(Australia-NewsWire.Com, November 12, 2012 ) Victoria, Australia- Regulations to make solar water heating mandatory for every new residence in Jordan will be introduced in April of 2013. The country’s rooftops and side yards will capitalize on the nearly 330 days of sunshine they receive every year, similar to Turkey, Cyprus, Egypt and Israel. Private houses bigger than 250 square meters and office spaces bigger than 100 square meters must also comply with the country’s new regulations.
To ease people into the solar switch, the Ministry of Energy and the Jordan River Foundation has teamed up to offer over $1.8 million in loans to buy and install the necessary equipment.
Minister of Energy, Alaa Batayneh, also confirmed that the new regulations will give citizens and businesses the opportunity to sell extra solar power back to the natural grid. The surplus will most likely come from homes and businesses that set up solar voltaic panels because solar hot water heaters use thermal energy to heat water, but do not create electricity.
“Under this decision, private citizens, businesses and hotels can sell [up to 5 MW of surplus power] directly to public electric utilities and we believe that this is a big step forward for the renewable energy sector,” said the Minister, according to The Jordan Times.
Together, the Electricity Regulatory Commission and the Jordan Electricity Distribution Company will set the price for citizen-sourced power, but Minister Batayneh said the rate will be set at “current generation costs”.

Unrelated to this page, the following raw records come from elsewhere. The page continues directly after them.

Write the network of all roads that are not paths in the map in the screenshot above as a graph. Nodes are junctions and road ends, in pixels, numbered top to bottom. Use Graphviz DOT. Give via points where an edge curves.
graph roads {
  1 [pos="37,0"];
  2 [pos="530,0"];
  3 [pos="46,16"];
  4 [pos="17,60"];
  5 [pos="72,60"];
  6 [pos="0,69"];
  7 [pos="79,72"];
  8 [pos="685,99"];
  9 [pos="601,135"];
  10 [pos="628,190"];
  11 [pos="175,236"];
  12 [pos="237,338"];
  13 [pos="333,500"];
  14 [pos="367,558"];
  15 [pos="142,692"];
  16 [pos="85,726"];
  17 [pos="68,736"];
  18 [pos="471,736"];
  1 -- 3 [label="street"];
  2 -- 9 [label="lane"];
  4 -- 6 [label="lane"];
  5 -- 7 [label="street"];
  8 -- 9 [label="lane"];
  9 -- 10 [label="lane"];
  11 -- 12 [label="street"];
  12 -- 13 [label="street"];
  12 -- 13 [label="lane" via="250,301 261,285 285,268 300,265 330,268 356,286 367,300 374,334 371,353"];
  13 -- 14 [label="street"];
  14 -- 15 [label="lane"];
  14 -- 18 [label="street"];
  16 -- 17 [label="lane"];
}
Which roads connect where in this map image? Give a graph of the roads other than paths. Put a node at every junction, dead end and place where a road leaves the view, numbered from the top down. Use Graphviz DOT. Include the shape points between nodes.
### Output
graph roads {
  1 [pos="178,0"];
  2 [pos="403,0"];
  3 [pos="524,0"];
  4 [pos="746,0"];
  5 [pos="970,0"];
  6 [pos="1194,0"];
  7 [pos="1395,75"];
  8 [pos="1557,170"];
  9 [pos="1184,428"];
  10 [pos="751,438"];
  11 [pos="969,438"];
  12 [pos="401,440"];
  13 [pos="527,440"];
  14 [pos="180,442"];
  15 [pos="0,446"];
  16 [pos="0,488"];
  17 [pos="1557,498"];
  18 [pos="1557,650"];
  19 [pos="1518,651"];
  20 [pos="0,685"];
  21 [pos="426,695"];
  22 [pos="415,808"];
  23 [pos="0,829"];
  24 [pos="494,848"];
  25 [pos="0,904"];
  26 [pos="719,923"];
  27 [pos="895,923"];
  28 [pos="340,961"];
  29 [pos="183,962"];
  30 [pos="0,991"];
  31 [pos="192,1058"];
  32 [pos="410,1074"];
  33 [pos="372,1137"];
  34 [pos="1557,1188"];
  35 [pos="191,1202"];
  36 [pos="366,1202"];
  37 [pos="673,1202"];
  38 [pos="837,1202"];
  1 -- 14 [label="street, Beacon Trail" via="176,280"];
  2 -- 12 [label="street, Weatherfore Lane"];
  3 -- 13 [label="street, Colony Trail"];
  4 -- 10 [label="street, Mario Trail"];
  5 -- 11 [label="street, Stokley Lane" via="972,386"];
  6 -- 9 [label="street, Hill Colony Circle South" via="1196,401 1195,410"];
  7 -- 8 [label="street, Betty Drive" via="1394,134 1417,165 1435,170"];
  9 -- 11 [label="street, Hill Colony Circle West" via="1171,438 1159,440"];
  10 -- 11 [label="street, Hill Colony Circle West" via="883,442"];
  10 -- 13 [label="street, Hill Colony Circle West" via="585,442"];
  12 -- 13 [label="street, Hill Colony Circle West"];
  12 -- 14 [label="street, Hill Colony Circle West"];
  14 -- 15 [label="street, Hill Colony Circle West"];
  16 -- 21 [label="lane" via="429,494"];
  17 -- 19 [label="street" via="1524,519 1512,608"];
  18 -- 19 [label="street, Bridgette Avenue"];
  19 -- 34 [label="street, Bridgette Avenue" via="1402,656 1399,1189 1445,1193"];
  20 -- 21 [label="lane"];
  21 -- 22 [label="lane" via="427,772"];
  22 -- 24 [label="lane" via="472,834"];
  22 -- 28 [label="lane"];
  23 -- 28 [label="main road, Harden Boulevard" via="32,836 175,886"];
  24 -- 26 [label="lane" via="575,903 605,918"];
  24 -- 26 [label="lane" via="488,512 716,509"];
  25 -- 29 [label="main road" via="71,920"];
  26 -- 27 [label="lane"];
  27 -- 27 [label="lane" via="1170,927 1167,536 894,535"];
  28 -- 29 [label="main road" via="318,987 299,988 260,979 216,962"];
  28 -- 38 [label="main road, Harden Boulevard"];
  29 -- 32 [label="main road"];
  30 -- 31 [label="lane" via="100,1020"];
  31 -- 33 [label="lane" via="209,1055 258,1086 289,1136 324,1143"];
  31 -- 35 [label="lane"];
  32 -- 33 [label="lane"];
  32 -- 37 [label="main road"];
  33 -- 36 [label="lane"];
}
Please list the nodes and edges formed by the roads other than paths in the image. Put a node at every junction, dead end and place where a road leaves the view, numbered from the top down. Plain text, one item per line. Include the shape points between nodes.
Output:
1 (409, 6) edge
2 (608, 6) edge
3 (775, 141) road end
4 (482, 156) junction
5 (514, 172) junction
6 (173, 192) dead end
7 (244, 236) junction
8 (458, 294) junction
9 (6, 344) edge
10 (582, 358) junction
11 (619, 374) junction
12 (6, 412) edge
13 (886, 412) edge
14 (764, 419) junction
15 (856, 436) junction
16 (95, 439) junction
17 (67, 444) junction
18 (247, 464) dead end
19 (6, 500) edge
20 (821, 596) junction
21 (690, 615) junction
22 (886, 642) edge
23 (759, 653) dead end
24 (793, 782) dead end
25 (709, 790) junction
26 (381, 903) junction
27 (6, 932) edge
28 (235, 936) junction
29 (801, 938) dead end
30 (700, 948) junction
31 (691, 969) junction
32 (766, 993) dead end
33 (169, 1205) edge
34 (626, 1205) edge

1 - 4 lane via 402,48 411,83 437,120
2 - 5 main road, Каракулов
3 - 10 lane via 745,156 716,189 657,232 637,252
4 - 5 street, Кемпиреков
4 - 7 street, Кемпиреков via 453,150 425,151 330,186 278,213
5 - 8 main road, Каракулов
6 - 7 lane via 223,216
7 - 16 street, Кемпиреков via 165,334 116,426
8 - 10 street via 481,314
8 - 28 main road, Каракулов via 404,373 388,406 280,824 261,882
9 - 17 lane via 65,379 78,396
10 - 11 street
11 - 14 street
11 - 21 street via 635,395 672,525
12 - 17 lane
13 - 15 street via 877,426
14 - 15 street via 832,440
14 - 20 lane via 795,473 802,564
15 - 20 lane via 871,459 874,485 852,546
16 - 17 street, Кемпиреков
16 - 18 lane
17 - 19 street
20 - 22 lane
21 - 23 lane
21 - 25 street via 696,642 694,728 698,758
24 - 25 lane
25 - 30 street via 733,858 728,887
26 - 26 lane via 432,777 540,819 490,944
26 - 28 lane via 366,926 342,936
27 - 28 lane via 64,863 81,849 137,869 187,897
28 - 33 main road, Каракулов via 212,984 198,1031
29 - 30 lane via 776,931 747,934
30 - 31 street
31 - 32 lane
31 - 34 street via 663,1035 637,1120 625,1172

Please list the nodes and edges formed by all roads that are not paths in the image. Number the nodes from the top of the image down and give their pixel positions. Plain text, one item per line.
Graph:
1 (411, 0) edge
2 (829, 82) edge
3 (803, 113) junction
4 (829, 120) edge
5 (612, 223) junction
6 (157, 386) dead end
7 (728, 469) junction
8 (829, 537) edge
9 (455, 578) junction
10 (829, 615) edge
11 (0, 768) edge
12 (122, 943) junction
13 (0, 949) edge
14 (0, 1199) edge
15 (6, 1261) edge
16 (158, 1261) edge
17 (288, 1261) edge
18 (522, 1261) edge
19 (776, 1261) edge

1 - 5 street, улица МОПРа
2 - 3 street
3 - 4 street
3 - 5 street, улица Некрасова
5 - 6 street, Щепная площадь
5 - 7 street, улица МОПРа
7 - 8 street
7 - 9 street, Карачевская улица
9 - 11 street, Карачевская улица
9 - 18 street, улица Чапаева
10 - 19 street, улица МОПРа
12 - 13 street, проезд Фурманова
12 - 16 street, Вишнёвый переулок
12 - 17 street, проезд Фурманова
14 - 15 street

Common units consist of a solar collector with a water storage tank right above the panel as domestic water heating makes ample use of solar power. Hot water rises to a roof-mounted storage tank through natural thermosiphoning and no mechanical pumping is required whatsoever.
Despite affordable technology and abundant sunshine, Jordan’s use of solar water heating has been declining. Industry experts are blaming slow adoption of this simple solar system on inadequate building regulations around the country.
The new measures are seen as a government attempt to revive the Kingdom’s switch to renewable energy.
The renewable energy law also offers incentives for investments in solar as well as wind energy projects. The goal is to have renewable sources account for 10% of Jordan’s energy mix within eight years.